Instructions to follow ::
Copy every line of the records below that holds the word "graph".

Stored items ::
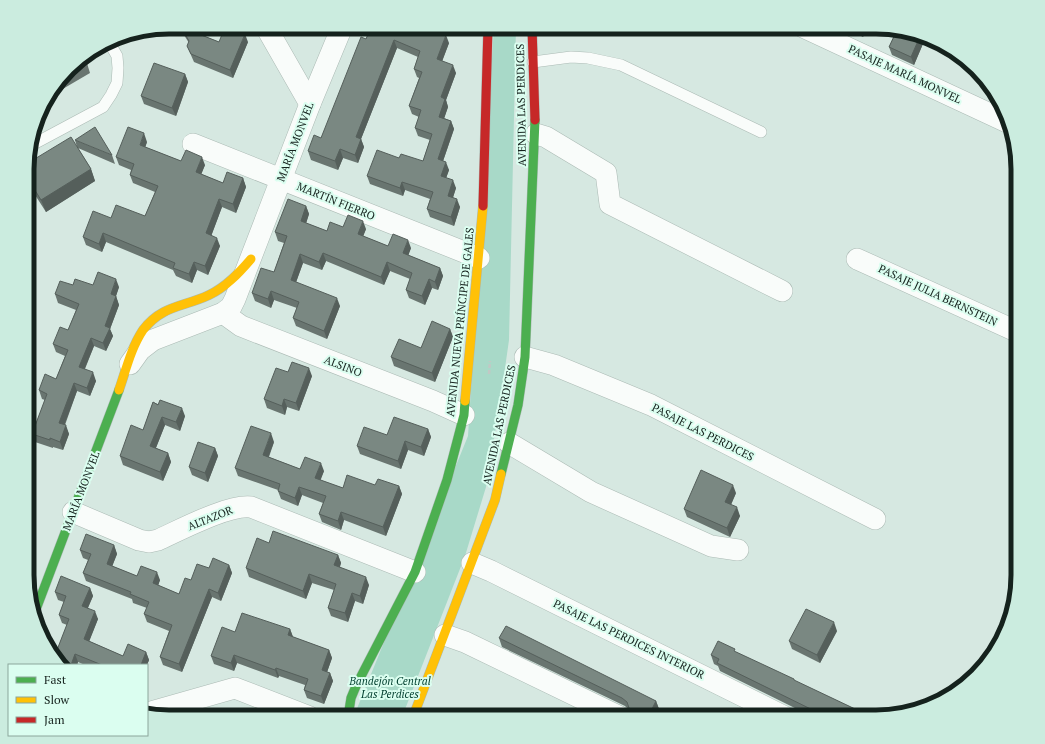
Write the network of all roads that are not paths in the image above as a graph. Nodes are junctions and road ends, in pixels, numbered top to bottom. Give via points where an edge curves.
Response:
1 (270, 34) edge
2 (339, 34) edge
3 (488, 34) edge
4 (532, 34) edge
5 (818, 34) edge
6 (112, 47) edge
7 (533, 62) junction
8 (310, 104) junction
9 (1002, 120) edge
10 (761, 132) dead end
11 (536, 134) junction
12 (37, 142) edge
13 (192, 144) dead end
14 (281, 179) junction
15 (251, 258) junction
16 (479, 258) junction
17 (858, 259) dead end
18 (782, 291) dead end
19 (223, 313) junction
20 (1011, 329) edge
21 (525, 357) junction
22 (126, 370) junction
23 (464, 415) junction
24 (509, 443) junction
25 (73, 512) junction
26 (875, 519) dead end
27 (738, 550) dead end
28 (472, 563) junction
29 (415, 572) junction
30 (38, 605) edge
31 (445, 634) junction
32 (158, 710) edge
33 (292, 710) edge
34 (349, 710) edge
35 (416, 710) edge
36 (606, 710) edge
37 (771, 710) edge

1 - 8 street
2 - 8 street, MARÍA MONVEL
3 - 16 main road, AVENIDA NUEVA PRÍNCIPE DE GALES via 484,194
4 - 7 main road, AVENIDA LAS PERDICES
5 - 9 street, PASAJE MARÍA MONVEL
6 - 12 lane via 117,56 118,68 117,83 111,95 102,106
7 - 10 lane via 588,58 621,66
7 - 11 main road, AVENIDA LAS PERDICES
8 - 14 street, MARÍA MONVEL
11 - 18 street via 546,137 606,173 610,204
11 - 21 main road, AVENIDA LAS PERDICES
13 - 14 street, MARTÍN FIERRO
14 - 15 street, MARÍA MONVEL
14 - 16 street, MARTÍN FIERRO
15 - 19 street, MARÍA MONVEL via 231,307
15 - 22 main road, MARÍA MONVEL via 230,282 214,293 166,310 147,325 131,350
16 - 23 main road, AVENIDA NUEVA PRÍNCIPE DE GALES
17 - 20 street, PASAJE JULIA BERNSTEIN
19 - 22 street, MARÍA MONVEL via 153,340 140,350
19 - 23 street, ALSINO via 241,326
21 - 24 main road, AVENIDA LAS PERDICES
21 - 26 street, PASAJE LAS PERDICES via 554,365 651,405
22 - 25 main road, MARÍA MONVEL
23 - 29 main road, AVENIDA NUEVA PRÍNCIPE DE GALES via 447,480
24 - 27 street via 590,492 711,546
24 - 28 main road, AVENIDA LAS PERDICES via 495,500
25 - 29 street, ALTAZOR via 149,542 230,509 251,507
25 - 30 main road, MARÍA MONVEL
28 - 31 main road, AVENIDA LAS PERDICES
28 - 37 street, PASAJE LAS PERDICES INTERIOR
29 - 34 main road, AVENIDA NUEVA PRÍNCIPE DE GALES via 356,686
31 - 35 main road, AVENIDA LAS PERDICES
31 - 36 street
32 - 33 street via 235,688

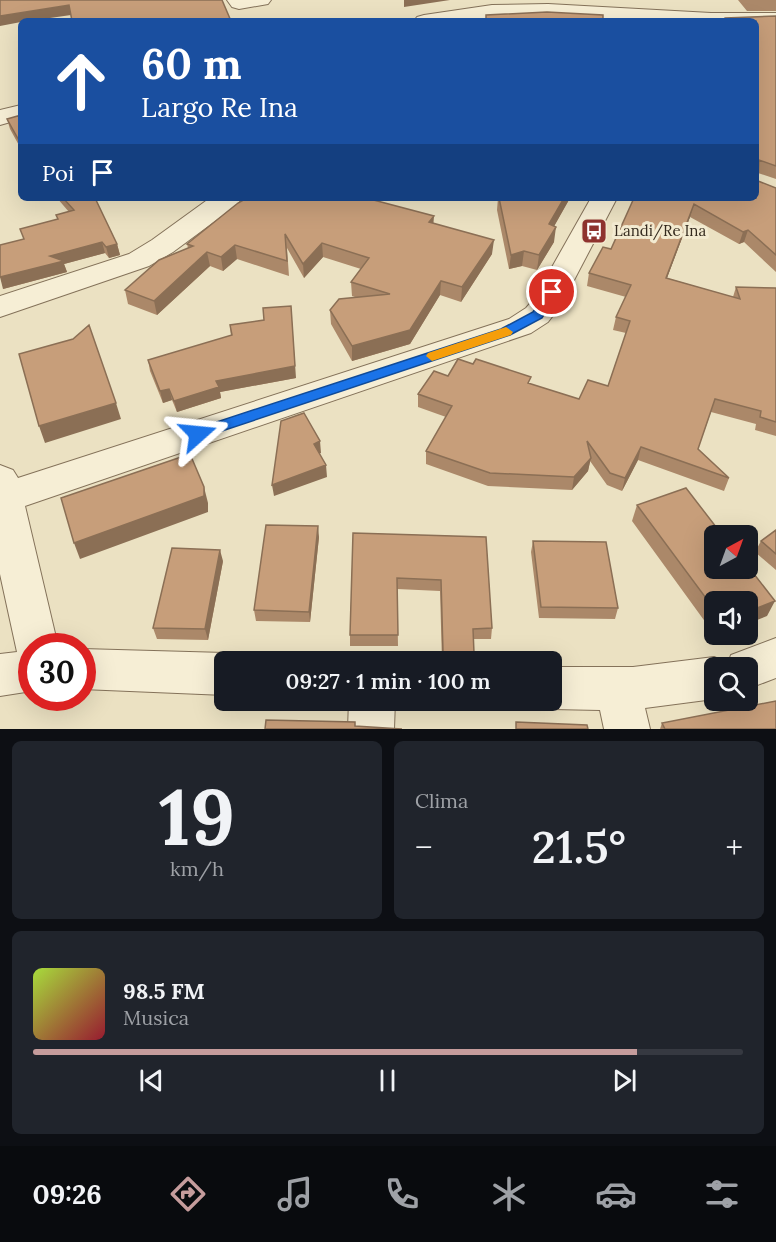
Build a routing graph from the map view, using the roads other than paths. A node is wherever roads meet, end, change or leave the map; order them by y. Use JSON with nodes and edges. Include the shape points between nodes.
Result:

Written answer ::
Write the network of all roads that are not paths in the image above as a graph. Nodes are junctions and road ends, in pixels, numbered top to bottom. Give via points where an edge curves.
Build a routing graph from the map view, using the roads other than paths. A node is wherever roads meet, end, change or leave the map; order them by y. Use JSON with nodes and edges. Include the shape points between nodes.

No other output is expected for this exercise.